Input material Start Marker

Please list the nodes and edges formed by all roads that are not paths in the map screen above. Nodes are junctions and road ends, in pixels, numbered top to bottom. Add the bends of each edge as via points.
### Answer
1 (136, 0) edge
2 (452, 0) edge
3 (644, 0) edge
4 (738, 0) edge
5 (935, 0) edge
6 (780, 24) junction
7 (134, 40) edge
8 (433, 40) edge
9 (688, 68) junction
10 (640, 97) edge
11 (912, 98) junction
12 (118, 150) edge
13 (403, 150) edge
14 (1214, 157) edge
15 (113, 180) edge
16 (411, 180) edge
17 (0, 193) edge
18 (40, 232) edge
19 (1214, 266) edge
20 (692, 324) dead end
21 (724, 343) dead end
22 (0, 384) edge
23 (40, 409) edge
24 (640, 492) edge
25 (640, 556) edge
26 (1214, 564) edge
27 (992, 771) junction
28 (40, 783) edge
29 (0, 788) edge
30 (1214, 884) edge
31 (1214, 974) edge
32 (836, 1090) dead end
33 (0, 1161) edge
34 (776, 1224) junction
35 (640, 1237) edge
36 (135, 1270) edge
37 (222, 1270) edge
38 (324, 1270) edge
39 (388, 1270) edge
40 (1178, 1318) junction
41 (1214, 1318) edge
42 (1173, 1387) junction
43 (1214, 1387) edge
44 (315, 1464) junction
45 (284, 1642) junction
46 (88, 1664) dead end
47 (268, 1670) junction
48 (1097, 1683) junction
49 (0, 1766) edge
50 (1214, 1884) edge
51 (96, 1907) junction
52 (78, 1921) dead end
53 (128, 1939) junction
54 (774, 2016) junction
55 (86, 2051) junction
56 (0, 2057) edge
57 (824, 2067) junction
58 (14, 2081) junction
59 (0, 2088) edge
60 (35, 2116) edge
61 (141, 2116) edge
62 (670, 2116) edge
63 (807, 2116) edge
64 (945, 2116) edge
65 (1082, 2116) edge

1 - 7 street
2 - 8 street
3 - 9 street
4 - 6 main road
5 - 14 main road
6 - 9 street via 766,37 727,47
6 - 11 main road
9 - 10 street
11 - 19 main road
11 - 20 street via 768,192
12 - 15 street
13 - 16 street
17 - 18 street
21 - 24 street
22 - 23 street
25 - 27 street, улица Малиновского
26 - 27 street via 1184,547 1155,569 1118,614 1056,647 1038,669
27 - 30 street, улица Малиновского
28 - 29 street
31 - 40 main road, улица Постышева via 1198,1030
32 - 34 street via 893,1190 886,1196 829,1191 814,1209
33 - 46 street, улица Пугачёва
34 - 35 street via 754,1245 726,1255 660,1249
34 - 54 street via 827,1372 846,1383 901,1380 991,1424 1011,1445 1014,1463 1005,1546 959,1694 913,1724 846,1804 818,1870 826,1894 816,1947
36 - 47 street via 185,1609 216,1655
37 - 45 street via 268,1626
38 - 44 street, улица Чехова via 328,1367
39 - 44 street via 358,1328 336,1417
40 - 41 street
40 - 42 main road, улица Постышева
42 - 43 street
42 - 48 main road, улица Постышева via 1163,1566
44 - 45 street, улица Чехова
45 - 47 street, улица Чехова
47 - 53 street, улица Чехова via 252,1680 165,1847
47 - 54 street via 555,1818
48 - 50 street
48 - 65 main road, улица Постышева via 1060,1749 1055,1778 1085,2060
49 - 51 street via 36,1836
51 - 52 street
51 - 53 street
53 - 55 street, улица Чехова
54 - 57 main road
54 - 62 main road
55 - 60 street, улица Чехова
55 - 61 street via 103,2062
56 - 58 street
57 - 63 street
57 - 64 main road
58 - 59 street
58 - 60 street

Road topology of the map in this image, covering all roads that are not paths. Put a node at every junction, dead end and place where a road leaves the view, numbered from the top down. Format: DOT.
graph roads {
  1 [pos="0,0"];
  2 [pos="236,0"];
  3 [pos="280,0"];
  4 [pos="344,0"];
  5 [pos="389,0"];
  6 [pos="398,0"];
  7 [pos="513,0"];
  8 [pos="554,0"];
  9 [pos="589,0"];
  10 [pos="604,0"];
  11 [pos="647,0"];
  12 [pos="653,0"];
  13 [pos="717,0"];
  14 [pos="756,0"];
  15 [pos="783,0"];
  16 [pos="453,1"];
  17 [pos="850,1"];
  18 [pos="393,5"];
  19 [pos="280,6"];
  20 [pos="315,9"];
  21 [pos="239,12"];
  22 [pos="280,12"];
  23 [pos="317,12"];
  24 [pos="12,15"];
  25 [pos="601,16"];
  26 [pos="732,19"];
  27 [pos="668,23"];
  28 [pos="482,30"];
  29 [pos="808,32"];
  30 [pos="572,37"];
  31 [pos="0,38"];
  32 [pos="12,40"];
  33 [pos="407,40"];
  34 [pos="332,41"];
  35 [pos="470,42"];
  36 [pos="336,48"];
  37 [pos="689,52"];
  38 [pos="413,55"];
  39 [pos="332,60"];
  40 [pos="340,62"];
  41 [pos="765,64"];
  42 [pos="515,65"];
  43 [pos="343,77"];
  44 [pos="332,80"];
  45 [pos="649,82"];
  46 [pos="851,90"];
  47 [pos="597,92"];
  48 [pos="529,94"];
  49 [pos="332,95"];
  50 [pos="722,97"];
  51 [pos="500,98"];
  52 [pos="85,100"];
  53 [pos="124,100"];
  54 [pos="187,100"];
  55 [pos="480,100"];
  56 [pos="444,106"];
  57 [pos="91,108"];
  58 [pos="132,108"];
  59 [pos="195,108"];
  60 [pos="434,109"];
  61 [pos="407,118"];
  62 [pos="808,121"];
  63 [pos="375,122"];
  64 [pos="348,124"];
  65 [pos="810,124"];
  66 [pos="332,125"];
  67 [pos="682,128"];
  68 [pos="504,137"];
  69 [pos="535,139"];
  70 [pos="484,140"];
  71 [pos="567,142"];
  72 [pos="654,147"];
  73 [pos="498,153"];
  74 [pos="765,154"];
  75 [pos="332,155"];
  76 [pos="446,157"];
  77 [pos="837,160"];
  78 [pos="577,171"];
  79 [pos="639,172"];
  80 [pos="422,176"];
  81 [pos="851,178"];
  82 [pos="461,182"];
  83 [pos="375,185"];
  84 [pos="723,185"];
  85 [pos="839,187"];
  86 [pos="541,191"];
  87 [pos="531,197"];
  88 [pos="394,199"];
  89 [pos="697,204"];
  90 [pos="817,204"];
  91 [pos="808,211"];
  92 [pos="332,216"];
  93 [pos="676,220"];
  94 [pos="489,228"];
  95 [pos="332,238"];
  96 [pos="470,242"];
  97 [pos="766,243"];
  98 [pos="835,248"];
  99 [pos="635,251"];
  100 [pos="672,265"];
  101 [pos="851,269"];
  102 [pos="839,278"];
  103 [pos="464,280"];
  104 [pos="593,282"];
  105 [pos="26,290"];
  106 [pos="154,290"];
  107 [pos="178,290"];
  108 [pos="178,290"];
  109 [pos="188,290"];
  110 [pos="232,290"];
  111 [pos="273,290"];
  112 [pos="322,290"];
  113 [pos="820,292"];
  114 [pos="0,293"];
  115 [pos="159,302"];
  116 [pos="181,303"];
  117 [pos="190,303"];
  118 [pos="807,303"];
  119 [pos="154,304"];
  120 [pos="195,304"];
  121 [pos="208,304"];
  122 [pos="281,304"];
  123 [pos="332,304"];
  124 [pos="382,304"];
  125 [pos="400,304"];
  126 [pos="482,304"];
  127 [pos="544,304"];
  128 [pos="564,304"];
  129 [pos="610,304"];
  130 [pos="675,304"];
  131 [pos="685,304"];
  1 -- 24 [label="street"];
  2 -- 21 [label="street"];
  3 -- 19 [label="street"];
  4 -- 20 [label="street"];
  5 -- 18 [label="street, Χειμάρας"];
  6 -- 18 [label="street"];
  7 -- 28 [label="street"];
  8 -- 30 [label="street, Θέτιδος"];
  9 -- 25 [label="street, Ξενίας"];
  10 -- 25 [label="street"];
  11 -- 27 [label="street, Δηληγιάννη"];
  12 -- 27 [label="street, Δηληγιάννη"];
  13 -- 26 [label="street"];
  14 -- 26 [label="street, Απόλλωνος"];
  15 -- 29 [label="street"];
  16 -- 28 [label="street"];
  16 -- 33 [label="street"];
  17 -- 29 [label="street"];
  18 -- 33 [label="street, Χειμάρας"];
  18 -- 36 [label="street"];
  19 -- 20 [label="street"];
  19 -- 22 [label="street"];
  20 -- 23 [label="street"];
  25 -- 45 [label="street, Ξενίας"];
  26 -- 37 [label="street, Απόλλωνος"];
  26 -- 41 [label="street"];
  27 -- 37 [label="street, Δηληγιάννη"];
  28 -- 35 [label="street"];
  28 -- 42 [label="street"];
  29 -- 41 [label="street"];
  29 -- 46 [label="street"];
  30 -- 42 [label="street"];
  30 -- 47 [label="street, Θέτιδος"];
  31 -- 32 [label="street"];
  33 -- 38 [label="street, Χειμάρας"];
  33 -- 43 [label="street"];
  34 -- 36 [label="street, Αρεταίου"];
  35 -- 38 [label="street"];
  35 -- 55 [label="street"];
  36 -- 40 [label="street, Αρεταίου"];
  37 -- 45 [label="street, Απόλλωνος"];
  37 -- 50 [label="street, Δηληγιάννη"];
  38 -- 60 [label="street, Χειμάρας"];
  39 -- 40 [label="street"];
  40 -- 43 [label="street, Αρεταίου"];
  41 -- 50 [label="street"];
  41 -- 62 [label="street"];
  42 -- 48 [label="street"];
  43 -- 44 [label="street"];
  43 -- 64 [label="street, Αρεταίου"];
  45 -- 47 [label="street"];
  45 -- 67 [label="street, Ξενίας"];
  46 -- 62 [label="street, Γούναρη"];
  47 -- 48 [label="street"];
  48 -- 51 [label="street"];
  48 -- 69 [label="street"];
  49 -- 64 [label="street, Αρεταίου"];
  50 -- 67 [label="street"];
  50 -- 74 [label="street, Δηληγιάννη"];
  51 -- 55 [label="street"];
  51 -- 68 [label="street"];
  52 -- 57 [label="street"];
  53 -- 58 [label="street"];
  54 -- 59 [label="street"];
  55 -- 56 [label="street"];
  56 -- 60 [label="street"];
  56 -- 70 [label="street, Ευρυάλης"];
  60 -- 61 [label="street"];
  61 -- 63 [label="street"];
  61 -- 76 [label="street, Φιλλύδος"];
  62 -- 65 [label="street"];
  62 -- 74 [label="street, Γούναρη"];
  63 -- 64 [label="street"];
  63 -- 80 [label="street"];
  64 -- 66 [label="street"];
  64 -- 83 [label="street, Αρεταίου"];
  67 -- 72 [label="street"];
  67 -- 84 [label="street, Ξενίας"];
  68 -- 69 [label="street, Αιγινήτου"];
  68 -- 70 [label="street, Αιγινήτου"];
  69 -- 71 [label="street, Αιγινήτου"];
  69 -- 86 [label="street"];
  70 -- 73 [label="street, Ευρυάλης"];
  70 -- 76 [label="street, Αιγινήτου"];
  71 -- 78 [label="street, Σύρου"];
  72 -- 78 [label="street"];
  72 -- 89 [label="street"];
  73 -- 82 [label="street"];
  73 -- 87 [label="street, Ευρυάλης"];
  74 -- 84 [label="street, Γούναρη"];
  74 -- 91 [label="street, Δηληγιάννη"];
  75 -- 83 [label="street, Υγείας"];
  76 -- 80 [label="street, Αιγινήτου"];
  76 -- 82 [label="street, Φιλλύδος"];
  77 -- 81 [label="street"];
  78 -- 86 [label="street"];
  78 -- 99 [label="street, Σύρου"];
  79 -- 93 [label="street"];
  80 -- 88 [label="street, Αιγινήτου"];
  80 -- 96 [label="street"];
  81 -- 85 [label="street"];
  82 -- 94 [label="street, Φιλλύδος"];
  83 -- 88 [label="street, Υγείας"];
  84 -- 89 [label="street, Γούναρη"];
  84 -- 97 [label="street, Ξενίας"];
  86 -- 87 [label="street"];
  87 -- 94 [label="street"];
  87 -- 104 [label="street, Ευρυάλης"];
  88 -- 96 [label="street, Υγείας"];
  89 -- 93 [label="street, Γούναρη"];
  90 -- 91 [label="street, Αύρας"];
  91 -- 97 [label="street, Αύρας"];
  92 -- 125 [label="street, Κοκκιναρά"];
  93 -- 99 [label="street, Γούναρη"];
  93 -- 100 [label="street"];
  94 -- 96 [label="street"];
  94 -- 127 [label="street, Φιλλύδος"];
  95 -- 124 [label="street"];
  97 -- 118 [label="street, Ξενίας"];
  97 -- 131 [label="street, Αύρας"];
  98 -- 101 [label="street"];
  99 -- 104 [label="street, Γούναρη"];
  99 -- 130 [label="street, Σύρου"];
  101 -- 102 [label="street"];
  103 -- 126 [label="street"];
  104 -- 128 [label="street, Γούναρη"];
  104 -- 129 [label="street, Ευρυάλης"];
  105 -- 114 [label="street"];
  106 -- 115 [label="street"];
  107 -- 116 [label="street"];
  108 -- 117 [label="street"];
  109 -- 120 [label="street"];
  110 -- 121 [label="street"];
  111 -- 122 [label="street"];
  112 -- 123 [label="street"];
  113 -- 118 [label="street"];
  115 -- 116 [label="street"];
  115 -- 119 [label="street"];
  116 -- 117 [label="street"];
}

Input material End Marker

## Task to carry out:
What lines in the data include the string "dead"? Copy each one.

## Response to the exercise:
20 (692, 324) dead end
21 (724, 343) dead end
32 (836, 1090) dead end
46 (88, 1664) dead end
52 (78, 1921) dead end
Road topology of the map in this image, covering all roads that are not paths. Put a node at every junction, dead end and place where a road leaves the view, numbered from the top down. Format: DOT.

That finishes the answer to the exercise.